● **Required work**
Find how many lines in the material below contain the word "place" and give only that number.
- Opening Delimiter -
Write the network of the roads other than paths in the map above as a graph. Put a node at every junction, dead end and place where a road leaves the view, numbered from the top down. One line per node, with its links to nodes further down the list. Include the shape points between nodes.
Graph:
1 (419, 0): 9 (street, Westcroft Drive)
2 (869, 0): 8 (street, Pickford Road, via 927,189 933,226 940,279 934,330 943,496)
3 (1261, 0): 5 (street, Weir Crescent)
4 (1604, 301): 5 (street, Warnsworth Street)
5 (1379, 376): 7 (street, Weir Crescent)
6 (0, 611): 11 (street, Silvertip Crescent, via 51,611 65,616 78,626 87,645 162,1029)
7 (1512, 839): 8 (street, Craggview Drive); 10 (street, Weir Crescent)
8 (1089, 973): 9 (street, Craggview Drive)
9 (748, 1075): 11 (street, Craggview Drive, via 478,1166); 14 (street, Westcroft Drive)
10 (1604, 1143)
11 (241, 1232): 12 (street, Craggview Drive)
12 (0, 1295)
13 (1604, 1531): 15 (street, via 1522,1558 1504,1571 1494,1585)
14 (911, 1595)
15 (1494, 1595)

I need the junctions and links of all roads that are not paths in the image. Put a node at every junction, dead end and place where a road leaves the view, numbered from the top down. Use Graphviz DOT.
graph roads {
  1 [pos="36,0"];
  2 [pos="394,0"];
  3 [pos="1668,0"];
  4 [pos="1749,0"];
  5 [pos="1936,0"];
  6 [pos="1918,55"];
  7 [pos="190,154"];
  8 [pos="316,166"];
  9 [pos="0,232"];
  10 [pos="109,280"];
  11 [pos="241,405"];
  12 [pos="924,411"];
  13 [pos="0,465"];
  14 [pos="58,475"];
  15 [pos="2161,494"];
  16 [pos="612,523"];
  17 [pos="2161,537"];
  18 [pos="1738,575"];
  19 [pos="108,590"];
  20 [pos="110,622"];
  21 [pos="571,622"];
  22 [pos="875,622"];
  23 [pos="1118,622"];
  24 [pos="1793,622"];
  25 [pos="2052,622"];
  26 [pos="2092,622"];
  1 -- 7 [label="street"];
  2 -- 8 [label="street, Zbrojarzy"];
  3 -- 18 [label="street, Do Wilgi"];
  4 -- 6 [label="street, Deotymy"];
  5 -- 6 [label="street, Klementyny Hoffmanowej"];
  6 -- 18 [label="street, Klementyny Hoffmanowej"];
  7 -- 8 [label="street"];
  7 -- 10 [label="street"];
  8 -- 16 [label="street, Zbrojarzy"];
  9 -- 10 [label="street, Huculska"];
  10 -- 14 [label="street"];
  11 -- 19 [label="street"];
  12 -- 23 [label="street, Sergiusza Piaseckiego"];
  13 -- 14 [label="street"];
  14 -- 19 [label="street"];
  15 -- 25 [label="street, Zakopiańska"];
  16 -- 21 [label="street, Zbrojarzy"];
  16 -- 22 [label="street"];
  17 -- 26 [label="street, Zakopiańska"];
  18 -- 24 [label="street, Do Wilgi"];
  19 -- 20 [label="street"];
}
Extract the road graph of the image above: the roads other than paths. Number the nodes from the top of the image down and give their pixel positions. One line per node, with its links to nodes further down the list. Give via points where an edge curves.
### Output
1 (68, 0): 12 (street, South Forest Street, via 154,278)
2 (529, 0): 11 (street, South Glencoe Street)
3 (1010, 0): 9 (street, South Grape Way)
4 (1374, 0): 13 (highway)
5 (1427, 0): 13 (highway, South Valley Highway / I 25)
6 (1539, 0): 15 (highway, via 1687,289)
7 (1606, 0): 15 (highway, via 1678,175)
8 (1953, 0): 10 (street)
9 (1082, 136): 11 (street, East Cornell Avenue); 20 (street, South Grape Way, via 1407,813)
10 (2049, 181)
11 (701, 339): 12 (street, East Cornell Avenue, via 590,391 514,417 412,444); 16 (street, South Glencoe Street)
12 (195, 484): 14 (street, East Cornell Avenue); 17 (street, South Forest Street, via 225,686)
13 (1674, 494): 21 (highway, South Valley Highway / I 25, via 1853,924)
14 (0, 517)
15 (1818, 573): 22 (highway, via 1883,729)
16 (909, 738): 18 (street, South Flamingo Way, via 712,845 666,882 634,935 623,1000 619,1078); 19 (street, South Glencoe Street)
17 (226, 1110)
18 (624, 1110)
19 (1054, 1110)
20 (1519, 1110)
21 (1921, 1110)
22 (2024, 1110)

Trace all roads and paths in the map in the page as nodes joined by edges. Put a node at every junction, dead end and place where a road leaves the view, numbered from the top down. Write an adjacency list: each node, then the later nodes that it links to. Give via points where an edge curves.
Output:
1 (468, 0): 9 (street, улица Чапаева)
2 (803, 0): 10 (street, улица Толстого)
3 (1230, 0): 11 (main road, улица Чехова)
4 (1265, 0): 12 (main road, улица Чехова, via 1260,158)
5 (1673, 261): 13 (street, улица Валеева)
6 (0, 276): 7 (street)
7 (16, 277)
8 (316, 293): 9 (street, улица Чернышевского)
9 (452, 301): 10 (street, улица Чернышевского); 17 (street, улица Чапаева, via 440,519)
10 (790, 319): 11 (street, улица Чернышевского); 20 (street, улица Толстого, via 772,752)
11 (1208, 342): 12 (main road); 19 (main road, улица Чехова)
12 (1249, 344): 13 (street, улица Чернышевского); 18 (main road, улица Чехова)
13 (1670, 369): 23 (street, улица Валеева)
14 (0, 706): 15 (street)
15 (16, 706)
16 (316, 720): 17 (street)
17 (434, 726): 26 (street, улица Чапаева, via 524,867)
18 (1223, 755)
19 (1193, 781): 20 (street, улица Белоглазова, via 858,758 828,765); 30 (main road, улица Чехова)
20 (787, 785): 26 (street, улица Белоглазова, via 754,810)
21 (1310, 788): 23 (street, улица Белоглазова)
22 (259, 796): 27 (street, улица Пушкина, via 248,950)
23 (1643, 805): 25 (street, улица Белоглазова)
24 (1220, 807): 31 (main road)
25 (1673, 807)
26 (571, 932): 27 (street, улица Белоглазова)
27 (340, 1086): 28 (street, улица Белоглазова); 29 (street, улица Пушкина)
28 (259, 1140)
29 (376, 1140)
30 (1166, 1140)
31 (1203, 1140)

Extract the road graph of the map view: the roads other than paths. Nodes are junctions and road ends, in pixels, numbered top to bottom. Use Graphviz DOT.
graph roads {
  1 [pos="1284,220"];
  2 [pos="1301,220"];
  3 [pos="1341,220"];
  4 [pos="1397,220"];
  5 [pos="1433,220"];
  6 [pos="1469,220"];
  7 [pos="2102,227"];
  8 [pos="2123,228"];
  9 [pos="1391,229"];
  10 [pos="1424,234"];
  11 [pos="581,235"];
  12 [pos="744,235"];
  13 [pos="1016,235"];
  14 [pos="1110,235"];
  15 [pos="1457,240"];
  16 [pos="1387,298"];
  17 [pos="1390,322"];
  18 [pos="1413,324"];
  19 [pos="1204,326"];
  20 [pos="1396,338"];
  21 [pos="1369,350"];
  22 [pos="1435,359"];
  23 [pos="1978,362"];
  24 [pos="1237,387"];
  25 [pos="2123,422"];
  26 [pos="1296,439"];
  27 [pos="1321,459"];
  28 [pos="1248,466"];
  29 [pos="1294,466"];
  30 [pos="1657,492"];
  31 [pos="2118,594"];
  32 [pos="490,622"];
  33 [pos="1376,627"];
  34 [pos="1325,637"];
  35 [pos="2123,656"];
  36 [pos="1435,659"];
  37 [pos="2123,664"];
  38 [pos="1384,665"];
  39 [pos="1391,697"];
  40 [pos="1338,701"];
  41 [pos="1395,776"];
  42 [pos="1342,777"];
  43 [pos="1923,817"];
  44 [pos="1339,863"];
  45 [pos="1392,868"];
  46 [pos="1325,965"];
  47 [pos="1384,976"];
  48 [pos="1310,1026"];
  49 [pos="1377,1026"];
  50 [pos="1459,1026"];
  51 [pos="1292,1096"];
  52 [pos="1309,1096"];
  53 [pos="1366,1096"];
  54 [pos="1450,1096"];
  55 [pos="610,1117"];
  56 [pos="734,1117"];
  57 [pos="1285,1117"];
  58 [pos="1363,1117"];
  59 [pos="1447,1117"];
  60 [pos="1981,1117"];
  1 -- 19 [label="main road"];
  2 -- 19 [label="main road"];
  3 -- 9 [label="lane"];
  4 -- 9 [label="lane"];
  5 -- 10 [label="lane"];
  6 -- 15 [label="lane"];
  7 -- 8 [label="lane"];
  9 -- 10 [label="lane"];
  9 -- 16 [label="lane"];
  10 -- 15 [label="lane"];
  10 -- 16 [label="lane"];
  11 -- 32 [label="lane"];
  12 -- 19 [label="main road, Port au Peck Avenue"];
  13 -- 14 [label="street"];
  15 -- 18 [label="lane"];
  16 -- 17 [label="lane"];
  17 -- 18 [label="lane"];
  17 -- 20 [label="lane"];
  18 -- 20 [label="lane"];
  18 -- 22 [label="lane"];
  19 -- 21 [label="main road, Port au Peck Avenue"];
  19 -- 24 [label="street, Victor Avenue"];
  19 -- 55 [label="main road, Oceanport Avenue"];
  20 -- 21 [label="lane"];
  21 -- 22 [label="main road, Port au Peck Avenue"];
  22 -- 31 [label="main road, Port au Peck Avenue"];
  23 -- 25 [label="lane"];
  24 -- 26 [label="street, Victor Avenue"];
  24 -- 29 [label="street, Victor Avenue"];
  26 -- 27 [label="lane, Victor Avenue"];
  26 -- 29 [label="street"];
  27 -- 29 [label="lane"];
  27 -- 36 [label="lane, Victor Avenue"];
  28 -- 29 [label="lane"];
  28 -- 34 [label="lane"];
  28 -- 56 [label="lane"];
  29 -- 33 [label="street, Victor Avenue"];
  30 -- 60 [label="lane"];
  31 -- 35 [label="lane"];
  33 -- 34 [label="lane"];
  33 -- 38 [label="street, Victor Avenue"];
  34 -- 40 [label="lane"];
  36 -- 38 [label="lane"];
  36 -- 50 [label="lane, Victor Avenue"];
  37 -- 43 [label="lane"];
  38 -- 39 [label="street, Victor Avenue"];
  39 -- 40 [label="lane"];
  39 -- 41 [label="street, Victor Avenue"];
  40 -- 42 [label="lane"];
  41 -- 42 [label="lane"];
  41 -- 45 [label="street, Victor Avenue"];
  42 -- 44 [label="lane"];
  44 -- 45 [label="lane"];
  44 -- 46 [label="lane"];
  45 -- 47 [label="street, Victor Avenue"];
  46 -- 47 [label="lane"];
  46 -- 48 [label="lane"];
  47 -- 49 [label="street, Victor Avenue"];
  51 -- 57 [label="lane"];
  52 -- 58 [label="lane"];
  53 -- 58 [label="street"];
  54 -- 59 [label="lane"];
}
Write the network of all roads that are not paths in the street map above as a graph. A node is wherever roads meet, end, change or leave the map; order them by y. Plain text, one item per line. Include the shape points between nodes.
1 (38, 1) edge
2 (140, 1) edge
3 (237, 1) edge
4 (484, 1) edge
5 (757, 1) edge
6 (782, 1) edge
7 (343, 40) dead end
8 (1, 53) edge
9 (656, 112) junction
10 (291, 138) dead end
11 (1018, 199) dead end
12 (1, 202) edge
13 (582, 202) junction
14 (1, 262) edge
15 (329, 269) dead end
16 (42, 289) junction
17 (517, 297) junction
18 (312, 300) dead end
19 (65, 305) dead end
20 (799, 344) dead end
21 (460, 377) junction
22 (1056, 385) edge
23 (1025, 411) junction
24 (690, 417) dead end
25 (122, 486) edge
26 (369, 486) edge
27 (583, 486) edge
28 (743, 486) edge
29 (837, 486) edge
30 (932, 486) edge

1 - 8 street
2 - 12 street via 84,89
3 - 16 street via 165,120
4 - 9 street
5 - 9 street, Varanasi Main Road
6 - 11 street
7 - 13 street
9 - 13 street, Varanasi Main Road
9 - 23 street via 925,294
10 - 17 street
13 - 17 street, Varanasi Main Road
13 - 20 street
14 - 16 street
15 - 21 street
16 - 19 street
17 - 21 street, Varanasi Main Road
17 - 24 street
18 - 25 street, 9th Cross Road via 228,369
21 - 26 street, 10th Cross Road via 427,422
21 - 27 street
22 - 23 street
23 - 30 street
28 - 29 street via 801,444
- Closing Delimiter -
● **Task output**
3